In 2013, the Armed Forces of Bolivia announced a change in policy, allowing LGBT citizens to serve in its ranks starting 2015.

As of December 2014 there is no legal recognition of same-sex unions, as Article 63 of the Constitution limits the right to marriage to opposite-sex unions. However, in the last 4 years, there has been various movement towards attempting to legalize same-sex unions. In April 2012, members of the opposition coalition introduced a bill legalizing same-sex unions, however, it has not advanced since its initial stage at the Plurinational Legislative Assembly, the national legislature of Bolivia.

Bolivia does not allow same-sex couples to adopt, however since April 2013 it allows single people to adopt children.

Sexual and reproductive rights of the indigenous people

Bolivia has ratified the Declaration on the Rights of Indigenous Peoples, and is now binding as national law. This is important in this context because Bolivia is the Latin American country with highest indigenous people (62% of the population).

The Declaration states:

  • Article 24(2): Indigenous individuals have an equal right to the enjoyment of the highest attainable standard of physical and mental health. States shall take the necessary steps with a view to achieving progressively the full realization of these rights.

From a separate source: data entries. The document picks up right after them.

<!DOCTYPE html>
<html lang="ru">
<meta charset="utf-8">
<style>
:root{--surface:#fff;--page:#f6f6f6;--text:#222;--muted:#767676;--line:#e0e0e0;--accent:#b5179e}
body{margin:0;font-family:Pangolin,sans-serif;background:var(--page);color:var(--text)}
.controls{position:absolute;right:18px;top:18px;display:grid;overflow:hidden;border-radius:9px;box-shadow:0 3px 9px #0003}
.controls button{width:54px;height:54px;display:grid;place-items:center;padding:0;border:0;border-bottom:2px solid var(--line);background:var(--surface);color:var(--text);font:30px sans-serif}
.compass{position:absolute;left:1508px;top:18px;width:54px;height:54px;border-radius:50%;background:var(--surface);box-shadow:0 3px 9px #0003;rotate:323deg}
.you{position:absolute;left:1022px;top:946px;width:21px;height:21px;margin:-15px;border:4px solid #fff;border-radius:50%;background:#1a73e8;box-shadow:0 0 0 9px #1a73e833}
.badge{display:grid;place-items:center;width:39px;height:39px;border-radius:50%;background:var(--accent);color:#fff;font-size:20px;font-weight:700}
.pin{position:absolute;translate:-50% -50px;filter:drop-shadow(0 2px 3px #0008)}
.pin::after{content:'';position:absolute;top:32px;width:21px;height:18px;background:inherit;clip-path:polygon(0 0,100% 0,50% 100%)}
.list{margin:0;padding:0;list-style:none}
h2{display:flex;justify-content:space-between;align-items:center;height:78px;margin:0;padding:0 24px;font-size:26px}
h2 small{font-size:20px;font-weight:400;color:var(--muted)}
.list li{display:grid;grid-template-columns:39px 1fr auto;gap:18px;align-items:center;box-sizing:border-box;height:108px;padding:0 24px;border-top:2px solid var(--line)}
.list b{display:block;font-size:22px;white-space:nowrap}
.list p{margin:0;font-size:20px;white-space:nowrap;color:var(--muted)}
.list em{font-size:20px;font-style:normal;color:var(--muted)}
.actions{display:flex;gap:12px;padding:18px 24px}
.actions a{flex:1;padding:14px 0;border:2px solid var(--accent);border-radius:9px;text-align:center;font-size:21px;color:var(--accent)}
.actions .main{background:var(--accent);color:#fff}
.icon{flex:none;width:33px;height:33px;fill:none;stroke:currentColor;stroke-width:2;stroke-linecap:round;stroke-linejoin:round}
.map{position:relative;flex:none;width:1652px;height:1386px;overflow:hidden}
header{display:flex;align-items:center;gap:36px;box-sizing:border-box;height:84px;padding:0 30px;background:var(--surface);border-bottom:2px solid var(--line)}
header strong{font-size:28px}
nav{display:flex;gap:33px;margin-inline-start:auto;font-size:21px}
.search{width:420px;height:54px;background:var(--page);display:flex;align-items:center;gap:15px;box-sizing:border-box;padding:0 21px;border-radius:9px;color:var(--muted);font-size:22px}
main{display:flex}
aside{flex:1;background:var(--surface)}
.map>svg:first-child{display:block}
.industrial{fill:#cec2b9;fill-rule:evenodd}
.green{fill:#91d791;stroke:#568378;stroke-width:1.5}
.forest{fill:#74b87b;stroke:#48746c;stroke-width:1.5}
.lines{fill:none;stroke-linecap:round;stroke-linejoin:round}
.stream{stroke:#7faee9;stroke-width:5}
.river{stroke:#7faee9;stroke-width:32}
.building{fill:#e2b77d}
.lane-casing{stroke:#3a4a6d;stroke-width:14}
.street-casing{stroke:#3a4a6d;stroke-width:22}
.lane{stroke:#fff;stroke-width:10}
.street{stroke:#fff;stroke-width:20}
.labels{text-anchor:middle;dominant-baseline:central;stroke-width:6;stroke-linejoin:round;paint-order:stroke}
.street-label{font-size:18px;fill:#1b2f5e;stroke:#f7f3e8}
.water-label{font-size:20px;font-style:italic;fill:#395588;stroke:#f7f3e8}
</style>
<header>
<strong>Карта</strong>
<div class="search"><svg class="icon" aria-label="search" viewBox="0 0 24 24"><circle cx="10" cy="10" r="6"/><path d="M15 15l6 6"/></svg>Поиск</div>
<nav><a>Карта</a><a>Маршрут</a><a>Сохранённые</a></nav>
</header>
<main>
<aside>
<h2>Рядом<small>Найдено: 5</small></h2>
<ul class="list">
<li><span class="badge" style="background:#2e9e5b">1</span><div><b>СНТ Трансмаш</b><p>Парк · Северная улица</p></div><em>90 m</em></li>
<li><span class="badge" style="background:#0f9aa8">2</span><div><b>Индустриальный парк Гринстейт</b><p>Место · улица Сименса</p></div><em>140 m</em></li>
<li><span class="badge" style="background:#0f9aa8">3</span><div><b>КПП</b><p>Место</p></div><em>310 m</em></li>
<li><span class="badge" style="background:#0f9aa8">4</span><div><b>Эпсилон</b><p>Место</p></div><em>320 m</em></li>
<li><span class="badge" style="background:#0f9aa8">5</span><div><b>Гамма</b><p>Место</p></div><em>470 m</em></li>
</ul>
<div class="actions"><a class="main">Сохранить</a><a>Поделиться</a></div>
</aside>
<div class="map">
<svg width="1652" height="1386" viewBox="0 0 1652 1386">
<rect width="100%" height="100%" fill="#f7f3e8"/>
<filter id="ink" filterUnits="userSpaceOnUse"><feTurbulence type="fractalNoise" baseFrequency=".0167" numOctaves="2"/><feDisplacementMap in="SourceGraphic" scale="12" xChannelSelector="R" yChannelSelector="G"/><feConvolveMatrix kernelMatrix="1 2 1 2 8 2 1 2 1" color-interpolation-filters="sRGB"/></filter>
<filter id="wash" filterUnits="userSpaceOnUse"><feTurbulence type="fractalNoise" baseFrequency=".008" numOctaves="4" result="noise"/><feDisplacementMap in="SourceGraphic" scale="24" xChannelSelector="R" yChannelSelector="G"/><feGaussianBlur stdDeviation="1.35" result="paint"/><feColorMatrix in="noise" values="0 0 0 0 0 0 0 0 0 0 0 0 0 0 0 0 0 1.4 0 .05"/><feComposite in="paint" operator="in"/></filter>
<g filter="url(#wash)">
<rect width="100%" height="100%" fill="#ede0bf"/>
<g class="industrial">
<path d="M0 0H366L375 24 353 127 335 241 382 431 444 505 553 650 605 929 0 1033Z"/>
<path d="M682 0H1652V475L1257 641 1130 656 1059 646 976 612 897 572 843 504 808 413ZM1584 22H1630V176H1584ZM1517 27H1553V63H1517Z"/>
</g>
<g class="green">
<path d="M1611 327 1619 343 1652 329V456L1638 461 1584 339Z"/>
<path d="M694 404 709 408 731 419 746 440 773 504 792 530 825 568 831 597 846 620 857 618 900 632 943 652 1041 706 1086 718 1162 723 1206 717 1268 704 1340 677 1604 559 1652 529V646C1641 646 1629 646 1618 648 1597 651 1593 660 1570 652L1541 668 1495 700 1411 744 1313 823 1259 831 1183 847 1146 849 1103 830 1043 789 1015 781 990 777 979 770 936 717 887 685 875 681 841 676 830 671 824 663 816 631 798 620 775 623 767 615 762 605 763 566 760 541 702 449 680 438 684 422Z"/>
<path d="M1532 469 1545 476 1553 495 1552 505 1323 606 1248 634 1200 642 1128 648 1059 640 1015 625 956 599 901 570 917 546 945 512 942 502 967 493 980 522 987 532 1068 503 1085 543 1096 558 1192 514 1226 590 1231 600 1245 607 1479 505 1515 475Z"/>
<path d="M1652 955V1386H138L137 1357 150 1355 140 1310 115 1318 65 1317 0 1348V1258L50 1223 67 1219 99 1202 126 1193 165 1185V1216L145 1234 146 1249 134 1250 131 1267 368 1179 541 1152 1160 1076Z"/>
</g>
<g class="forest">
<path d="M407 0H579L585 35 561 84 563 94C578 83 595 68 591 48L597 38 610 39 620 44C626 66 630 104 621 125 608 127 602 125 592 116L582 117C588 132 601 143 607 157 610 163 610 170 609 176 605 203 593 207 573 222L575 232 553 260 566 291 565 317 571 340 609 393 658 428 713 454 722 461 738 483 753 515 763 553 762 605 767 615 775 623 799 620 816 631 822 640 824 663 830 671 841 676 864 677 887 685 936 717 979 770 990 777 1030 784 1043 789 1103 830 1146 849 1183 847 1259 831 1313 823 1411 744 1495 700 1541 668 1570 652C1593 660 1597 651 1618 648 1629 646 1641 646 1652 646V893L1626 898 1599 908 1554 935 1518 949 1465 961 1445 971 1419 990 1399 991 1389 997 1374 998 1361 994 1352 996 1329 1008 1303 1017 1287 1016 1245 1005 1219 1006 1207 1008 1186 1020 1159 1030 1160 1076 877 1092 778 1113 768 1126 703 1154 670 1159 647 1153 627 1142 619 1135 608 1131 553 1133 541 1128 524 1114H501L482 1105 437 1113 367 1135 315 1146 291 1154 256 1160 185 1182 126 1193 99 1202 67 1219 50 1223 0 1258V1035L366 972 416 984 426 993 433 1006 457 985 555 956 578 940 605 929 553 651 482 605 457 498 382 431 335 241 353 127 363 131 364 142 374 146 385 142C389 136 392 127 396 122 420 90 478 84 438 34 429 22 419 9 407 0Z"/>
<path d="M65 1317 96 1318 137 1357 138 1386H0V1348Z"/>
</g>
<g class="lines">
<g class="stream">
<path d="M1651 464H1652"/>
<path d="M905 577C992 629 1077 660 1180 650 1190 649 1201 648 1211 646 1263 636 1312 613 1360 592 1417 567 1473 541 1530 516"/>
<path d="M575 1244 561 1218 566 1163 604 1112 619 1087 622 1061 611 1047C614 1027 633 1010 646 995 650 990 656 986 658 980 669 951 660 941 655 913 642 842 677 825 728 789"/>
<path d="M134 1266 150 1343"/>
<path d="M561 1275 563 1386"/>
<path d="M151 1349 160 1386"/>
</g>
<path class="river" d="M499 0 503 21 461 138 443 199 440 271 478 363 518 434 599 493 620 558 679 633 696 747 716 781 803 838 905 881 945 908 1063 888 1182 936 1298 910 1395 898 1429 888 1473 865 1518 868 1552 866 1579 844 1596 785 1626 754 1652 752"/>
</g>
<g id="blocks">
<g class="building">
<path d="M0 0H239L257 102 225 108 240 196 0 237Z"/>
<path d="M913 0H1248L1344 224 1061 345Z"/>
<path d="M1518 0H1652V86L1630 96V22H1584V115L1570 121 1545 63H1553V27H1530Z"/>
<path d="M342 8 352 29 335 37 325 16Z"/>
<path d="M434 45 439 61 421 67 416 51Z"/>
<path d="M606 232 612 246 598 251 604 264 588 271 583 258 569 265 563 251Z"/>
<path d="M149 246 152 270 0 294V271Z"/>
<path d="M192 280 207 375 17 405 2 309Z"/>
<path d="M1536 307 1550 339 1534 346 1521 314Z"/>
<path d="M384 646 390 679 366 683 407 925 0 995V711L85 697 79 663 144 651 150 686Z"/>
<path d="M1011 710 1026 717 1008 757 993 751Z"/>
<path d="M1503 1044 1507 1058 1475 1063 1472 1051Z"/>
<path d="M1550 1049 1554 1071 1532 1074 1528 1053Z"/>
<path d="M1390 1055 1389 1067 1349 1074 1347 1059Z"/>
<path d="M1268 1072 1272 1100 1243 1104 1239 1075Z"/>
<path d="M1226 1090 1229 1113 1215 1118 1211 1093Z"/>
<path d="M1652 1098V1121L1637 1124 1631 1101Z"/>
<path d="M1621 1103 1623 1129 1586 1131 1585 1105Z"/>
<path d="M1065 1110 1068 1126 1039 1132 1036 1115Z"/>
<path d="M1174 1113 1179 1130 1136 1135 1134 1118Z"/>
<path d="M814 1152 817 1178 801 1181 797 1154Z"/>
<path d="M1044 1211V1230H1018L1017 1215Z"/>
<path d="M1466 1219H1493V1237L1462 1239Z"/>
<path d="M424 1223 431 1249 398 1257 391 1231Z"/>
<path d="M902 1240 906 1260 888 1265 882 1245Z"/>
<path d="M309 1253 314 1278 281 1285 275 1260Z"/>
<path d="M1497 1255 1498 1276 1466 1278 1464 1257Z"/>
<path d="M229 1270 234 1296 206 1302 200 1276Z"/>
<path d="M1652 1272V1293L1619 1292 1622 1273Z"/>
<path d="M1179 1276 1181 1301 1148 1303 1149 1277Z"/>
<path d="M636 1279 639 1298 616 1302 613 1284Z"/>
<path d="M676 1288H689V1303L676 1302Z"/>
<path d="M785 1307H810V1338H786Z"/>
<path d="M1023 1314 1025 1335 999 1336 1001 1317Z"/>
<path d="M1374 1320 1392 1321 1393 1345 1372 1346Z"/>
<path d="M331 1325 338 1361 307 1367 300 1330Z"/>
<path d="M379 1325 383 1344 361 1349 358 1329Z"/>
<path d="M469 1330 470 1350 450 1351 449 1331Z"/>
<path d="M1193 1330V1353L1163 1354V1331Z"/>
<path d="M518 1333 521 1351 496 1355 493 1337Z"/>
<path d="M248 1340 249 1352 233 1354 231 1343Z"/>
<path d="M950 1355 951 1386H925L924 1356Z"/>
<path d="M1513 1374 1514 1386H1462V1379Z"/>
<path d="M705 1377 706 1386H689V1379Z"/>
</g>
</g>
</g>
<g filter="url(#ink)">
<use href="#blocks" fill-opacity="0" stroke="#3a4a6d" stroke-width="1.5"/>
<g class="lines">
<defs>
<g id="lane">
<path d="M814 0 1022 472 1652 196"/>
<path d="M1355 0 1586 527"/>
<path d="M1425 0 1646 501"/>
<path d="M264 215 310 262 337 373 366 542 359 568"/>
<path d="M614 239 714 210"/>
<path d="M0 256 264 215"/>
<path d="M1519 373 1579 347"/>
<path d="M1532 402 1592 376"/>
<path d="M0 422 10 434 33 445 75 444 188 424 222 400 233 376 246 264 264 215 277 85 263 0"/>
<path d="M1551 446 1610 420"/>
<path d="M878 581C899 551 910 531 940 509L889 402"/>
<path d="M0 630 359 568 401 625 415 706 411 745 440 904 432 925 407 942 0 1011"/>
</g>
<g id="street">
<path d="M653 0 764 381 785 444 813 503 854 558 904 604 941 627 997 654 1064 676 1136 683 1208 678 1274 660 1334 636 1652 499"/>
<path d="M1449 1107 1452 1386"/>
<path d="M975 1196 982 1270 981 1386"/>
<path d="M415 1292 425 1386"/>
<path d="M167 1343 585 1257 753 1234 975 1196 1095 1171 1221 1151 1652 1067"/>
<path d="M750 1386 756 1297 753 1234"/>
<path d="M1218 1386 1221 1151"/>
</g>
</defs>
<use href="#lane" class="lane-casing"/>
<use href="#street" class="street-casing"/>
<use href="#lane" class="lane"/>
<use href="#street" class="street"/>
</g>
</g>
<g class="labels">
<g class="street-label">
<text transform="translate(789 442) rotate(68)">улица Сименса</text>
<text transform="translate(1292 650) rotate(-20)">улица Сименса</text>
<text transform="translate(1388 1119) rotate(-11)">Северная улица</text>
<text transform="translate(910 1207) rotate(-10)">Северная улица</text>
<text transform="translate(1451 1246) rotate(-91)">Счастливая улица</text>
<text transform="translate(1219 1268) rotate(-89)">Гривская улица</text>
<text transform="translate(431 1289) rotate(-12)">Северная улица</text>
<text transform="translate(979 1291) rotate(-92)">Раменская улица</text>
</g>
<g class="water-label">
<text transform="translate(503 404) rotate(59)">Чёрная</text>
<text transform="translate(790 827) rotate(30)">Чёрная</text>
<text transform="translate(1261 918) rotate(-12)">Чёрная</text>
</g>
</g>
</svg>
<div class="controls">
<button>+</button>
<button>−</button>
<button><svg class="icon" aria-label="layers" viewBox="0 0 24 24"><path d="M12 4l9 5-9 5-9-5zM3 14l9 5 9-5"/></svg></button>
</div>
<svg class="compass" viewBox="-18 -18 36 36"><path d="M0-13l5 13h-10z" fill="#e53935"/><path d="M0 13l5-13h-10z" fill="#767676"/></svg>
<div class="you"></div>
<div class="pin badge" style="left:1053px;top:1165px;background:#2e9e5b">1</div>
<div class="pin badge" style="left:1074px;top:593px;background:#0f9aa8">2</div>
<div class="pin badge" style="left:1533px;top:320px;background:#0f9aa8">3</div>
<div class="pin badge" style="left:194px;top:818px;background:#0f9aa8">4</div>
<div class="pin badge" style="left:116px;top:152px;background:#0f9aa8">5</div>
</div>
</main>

Sexual and reproductive rights challenges

The main challenge in Bolivian sexual and reproductive rights is the right to a safe abortion: In the 40 years since the penal code was enacted, 6 abortions have been approved by judges. On February 13th of 2014 Bolivia’s highest court ruled for the elimination of the prior judicial consent requirement but at the same time rejected a constitutional challenge to the country's restrictive abortion law. An estimated 60,000 to 80,000 abortions are performed annually in Bolivia, often using unsafe methods, and mostly in impoverished urban peripheries where indigenous populations are concentrated. In close to half the cases, post-abortion emergency hospital care is required.

Only about 70% of the population has access to Bolivia’s health system, causing a gap in sexual and reproductive rights amongst those with less access, namely the indigenous communities.